Smith joined the survey department of province of Taranaki in February 1855. He subsequently spent months in the bush with other surveyors, which brought him into contact with the indigenous Māori people. Some of this work took place during the Taranaki wars.

In 1862 Smith moved to Auckland, spending three years there before being sent to New Plymouth as district surveyor. His work included surveys of Waiuku, Taranaki, Pitt Island, and the Chatham Islands. Returning to the North Island, with his family based in Auckland from 1871, he oversaw the surveying of Auckland and Hawke's Bay, and laid out plans for Rotorua in 1880.

He rose through the ranks of the civil service:
- 1877: first geodesical surveyor and chief surveyor of the provincial district of Auckland, in the surveyor general's department
- 1881: assistant surveyor general
- 1888: commissioner of Crown lands for the Auckland district
- January 1889: surveyor general and secretary for lands and mines

He retired on 30 October 1900.

===Ethnology===
Smith was not formally trained in ethnology, but became familiar with Māori language and culture, partly out of necessity in his work, and also because he was interested in it as a scholar. During his survey expeditions, he collected and recorded information about Māori history and culture, which became the basis for his later career, after his retirement from the civil service, as a Polynesian scholar. His contemporaries recognised his status as a scholar of the language, and he was considered a leading Pākehā authority on the history and culture of the people.

In 1892, he co-founded, with Edward Tregear, the Polynesian Society. He was co-editor of its journal, and a major contributor to it. It was widely believed that the Māori were a dying race, and Smith hoped that his society would help "to interpret and preserve the traditional knowledge of the Māori before this disappeared". During this time Smith also published a large number of articles, books, and pamphlets on the history, mythology, and traditions of Polynesian peoples.

===Other roles===
Smith served on several local bodies during his surveying career, including:
Public Trust Office board member,
Government Life Insurance Department board member,
Taranaki Native Reserves board member,
Chairman of the Board of Land Purchase Commissioners,
Chairman of the Board of Examiners for surveyors,
Commissioner under the Urewera District Native Reserves Act 1896.

After retiring from surveying, Smith returned to New Plymouth, but was still called upon to engage in various government business. After the annexation of Niue to New Zealand, he was sent there to help draft a constitution and develop an administrative system. Spending four to five months there, he gathered information which he used to write Niue-fekai (or Savage) Island and its people (1903), and A vocabulary and grammar of the Niue dialect of the Polynesian language (1907, with Edward Tregear).

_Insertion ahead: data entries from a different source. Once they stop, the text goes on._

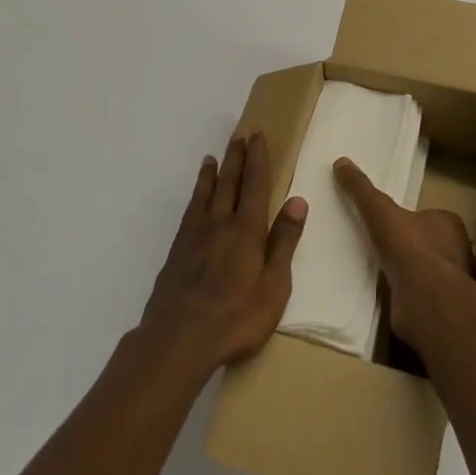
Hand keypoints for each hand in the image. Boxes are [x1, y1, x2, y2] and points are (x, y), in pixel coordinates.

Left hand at [139, 133, 306, 376]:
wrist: (179, 338)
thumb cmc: (236, 317)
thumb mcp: (274, 285)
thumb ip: (284, 242)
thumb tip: (298, 200)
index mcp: (247, 230)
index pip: (255, 184)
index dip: (257, 158)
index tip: (257, 135)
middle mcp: (220, 223)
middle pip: (229, 182)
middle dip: (236, 158)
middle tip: (239, 135)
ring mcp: (195, 236)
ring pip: (205, 194)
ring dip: (213, 173)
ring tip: (214, 157)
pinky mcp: (177, 251)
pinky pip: (189, 211)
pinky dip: (195, 196)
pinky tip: (196, 198)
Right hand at [333, 158, 474, 342]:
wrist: (424, 299)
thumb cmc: (408, 246)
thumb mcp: (379, 210)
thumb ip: (362, 189)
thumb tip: (341, 162)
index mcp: (449, 223)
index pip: (432, 216)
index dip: (413, 219)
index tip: (392, 223)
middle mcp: (457, 251)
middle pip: (431, 243)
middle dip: (411, 246)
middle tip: (383, 246)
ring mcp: (451, 282)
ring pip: (427, 271)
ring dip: (408, 271)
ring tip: (380, 269)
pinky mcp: (440, 307)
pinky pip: (420, 295)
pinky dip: (406, 294)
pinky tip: (386, 293)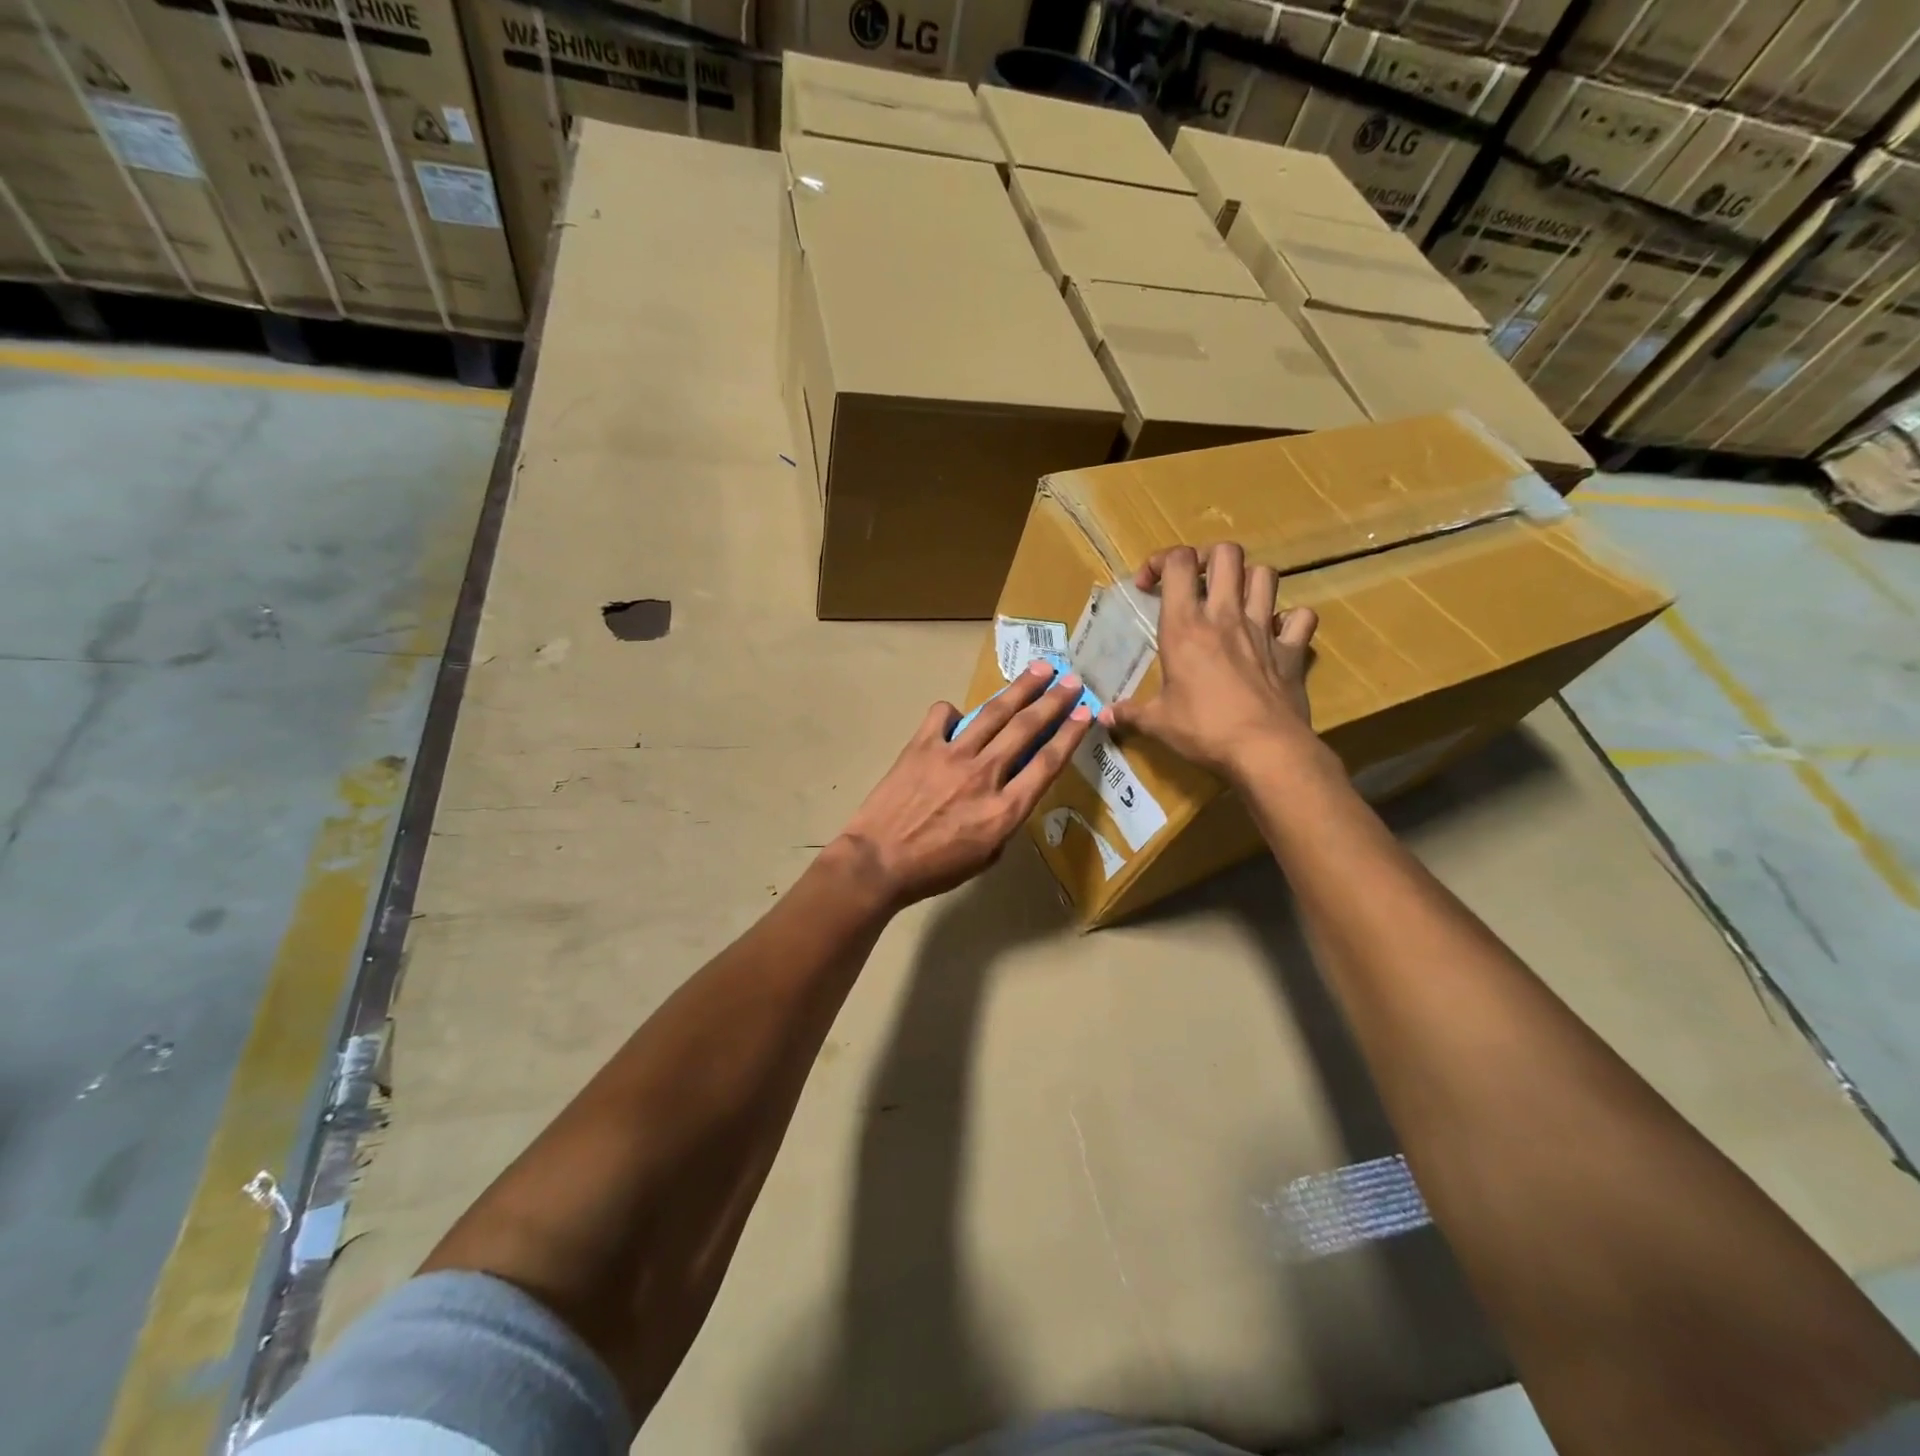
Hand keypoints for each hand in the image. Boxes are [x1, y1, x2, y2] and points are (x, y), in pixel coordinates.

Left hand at [836, 661, 1092, 907]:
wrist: (878, 862)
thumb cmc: (934, 870)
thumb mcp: (986, 857)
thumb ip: (1004, 820)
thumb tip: (1009, 789)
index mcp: (1005, 809)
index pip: (1048, 763)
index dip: (1070, 734)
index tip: (1086, 713)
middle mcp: (985, 774)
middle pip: (1027, 728)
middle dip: (1054, 701)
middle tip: (1072, 680)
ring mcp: (952, 755)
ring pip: (994, 713)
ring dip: (1020, 688)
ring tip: (1040, 668)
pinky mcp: (922, 746)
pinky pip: (943, 715)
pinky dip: (953, 712)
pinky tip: (957, 716)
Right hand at [1103, 543, 1318, 779]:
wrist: (1265, 749)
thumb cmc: (1203, 730)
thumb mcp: (1158, 723)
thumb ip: (1130, 714)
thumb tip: (1103, 717)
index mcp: (1185, 627)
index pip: (1178, 563)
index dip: (1161, 561)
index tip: (1148, 585)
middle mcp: (1226, 616)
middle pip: (1227, 554)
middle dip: (1208, 559)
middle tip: (1195, 582)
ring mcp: (1264, 630)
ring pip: (1266, 574)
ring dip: (1249, 580)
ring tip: (1234, 600)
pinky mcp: (1292, 650)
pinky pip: (1301, 617)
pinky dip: (1289, 619)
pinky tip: (1275, 633)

Smith was a corresponding member of the Royal Anthropological Institute of Great Britain and Ireland, the Società d'anthropologia d'Italia, the Royal Geographical Society, and the Hawaiian Historical Society.

==Recognition and legacy==
Smith was awarded the Hector Memorial Medal and Prize in 1920, in recognition of his research in Polynesian ethnology.

The assessment of Smith's contribution, unreservedly generous at his death, has changed somewhat in recent decades. The Encyclopaedia of New Zealand (1966) was generally positive, with some qualification. "His careful recording of traditional material, cross checked as far as possible by varying tribal histories, left an invaluable contribution... Although they can now be amplified or corrected on points of detail, the structure is substantially unchanged. In his studies on Māori origins he was more uncritical and framed hypotheses on what now seems slender linguistic and traditional evidence. The nevertheless high standard, for the period, of his own work and its publication provided a touchstone for later amplification which is being revised only today by more developed archaeological and critical techniques".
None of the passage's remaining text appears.